(Stored entries)
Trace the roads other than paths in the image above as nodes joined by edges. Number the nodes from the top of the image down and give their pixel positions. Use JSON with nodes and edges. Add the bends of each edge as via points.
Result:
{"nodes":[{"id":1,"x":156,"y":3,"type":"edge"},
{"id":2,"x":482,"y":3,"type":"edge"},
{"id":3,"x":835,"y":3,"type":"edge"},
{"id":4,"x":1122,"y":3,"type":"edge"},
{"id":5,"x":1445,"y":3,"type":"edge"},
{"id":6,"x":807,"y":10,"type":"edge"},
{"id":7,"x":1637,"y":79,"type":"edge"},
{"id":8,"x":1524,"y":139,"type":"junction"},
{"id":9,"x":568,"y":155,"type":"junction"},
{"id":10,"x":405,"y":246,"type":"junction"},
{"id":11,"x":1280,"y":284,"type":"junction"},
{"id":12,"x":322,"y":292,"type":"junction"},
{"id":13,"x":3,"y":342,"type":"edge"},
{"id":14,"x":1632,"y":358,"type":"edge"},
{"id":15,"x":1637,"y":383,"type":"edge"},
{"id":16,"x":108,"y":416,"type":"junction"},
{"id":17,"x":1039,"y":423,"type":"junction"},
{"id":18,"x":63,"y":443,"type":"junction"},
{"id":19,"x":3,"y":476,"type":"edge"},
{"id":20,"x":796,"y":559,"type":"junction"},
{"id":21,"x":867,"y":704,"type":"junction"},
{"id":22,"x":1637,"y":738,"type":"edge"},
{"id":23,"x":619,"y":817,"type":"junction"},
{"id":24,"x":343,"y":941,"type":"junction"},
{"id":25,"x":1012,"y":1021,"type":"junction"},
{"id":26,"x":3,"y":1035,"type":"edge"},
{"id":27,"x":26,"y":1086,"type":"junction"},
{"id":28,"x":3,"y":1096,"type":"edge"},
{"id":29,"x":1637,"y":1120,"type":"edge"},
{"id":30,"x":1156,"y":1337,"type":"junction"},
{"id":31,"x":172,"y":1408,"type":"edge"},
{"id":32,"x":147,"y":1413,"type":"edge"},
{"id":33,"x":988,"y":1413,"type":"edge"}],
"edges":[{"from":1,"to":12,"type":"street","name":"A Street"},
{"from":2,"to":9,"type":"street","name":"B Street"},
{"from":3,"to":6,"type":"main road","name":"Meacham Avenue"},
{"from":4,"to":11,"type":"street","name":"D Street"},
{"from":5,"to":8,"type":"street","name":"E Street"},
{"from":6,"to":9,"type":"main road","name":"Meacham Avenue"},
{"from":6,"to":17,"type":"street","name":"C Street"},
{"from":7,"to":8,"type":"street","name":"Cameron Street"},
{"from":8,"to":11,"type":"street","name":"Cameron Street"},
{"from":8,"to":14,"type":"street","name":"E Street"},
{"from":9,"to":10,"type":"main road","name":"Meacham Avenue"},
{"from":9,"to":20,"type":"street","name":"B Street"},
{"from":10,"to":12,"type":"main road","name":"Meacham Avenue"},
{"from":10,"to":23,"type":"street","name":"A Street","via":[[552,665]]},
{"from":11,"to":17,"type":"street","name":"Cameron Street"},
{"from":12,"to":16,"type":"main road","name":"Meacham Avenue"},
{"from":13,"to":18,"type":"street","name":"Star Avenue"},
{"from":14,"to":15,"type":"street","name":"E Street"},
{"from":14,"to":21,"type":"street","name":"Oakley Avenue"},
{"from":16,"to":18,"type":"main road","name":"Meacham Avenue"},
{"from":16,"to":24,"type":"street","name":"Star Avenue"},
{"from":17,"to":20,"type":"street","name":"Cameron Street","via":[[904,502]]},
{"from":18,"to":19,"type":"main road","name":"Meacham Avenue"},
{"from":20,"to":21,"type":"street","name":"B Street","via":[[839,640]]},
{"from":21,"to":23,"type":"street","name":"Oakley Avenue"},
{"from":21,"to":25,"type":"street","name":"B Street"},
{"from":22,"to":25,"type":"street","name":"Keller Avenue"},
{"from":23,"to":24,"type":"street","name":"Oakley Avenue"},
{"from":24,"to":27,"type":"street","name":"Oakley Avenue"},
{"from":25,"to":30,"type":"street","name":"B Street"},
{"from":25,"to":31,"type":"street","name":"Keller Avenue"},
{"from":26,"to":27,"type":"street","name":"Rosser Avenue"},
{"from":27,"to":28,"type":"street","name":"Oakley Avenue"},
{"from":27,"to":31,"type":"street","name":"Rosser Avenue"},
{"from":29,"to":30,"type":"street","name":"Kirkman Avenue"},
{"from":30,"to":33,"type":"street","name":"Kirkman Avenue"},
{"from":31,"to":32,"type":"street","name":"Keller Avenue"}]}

### [WHAT IS REQUIRED]
Each line with the word "nodes" in the records above belongs in the result; copy all of them.

### [OUTPUT]
Trace the roads other than paths in the image above as nodes joined by edges. Number the nodes from the top of the image down and give their pixel positions. Use JSON with nodes and edges. Add the bends of each edge as via points.
{"nodes":[{"id":1,"x":156,"y":3,"type":"edge"},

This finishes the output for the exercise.